Planned Parenthood shut down centers in Hart and White Cloud Oct. 1, with plans to close affiliates in Grand Rapids, Mount Pleasant and Muskegon before the end of the year, according to The Press.

The change in the funding formula resulted in a loss of $700,000 to Planned Parenthood, the newspaper reported.

Clinton would lift ban on stem cell funds

Sen. Hillary Rodham Clinton, D.-N.Y., made it clear Oct. 4 she would repeal President Bush’s ban on federal funds for embryonic stem cell research (ESCR) that destroys embryos if she is elected to the country’s top office.

The leading candidate for the Democratic presidential nomination said Bush’s policy is a “ban on hope,” the Associated Press reported.

“The Bush administration has declared war on science,” she told the Carnegie Institution for Science in Washington, according to AP. “When I am president, scientific integrity will not be the exception; it will be the rule.”

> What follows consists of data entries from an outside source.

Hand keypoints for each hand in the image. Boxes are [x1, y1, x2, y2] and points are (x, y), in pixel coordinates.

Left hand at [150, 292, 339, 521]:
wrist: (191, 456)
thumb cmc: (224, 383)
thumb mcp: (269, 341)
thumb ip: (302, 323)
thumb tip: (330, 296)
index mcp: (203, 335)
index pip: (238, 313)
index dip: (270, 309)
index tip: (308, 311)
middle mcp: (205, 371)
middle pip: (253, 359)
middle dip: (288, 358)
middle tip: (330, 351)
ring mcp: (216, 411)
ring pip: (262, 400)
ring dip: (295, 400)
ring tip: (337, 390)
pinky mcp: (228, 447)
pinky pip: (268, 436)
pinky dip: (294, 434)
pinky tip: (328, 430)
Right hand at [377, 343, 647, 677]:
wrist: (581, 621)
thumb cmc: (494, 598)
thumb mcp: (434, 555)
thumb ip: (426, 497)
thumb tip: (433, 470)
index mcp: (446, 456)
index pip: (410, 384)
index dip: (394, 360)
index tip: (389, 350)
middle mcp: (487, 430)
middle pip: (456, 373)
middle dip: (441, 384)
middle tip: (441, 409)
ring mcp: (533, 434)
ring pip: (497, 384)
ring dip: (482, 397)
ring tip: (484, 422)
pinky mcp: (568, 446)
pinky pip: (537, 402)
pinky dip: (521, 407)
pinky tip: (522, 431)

Bush issued in 2001 an order that prohibits federal grants for destructive ESCR. His rule permits funds for research on embryonic stem cell lines already in existence at the time of the announcement of the policy.

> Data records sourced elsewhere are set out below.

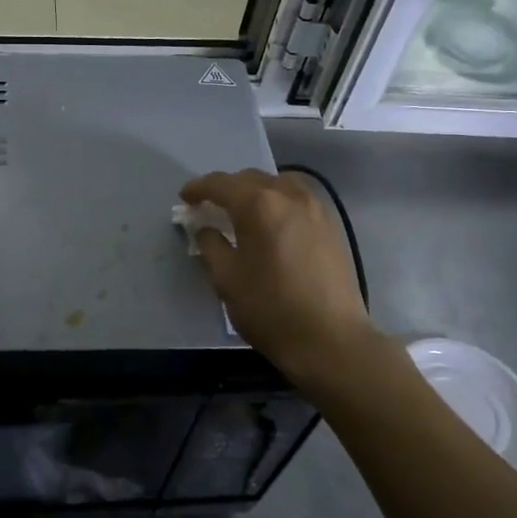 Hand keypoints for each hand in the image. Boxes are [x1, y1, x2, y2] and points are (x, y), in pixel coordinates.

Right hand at [180, 169, 371, 382]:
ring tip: (242, 213)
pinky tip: (272, 224)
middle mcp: (289, 195)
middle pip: (250, 179)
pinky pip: (298, 199)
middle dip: (227, 188)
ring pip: (278, 184)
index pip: (220, 184)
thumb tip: (206, 229)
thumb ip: (211, 245)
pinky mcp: (331, 225)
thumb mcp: (227, 278)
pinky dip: (278, 202)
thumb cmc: (270, 308)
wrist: (330, 339)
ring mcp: (315, 208)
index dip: (198, 188)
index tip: (185, 199)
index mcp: (259, 204)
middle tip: (210, 207)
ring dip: (255, 192)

In announcing a veto in June of a bill that would have undermined his policy, the president said scientific experiments should not overrule ethics.

“If this legislation became law, it would compel American taxpayers for the first time in our history to support the deliberate destruction of human embryos,” Bush said. “I made it clear to Congress and to the American people that I will not allow our nation to cross this moral line.”

Stem cells are the body’s master cells that can develop into tissues and other cells, providing hope for the treatment of numerous afflictions. The extraction of stem cells from embryos destroys the tiny human beings, however. Embryonic research also has yet to treat any diseases in human beings and has been plagued by the development of tumors in lab animals.

Unlike research using embryos, extracting stem cells from non-embryonic sources – such as umbilical cord blood, placentas, fat and bone marrow – has nearly universal support. Such research has produced treatments for at least 73 ailments, according to Do No Harm, a coalition promoting ethics in research. These include spinal cord injuries, rheumatoid arthritis, lupus, multiple sclerosis and sickle cell anemia.

The Southern Baptist Convention approved resolutions in 1999 and 2005 opposing stem cell research that destroys embryos, and the Ethics & Religious Liberty Commission has been outspoken in its disapproval of reversing Bush’s policy.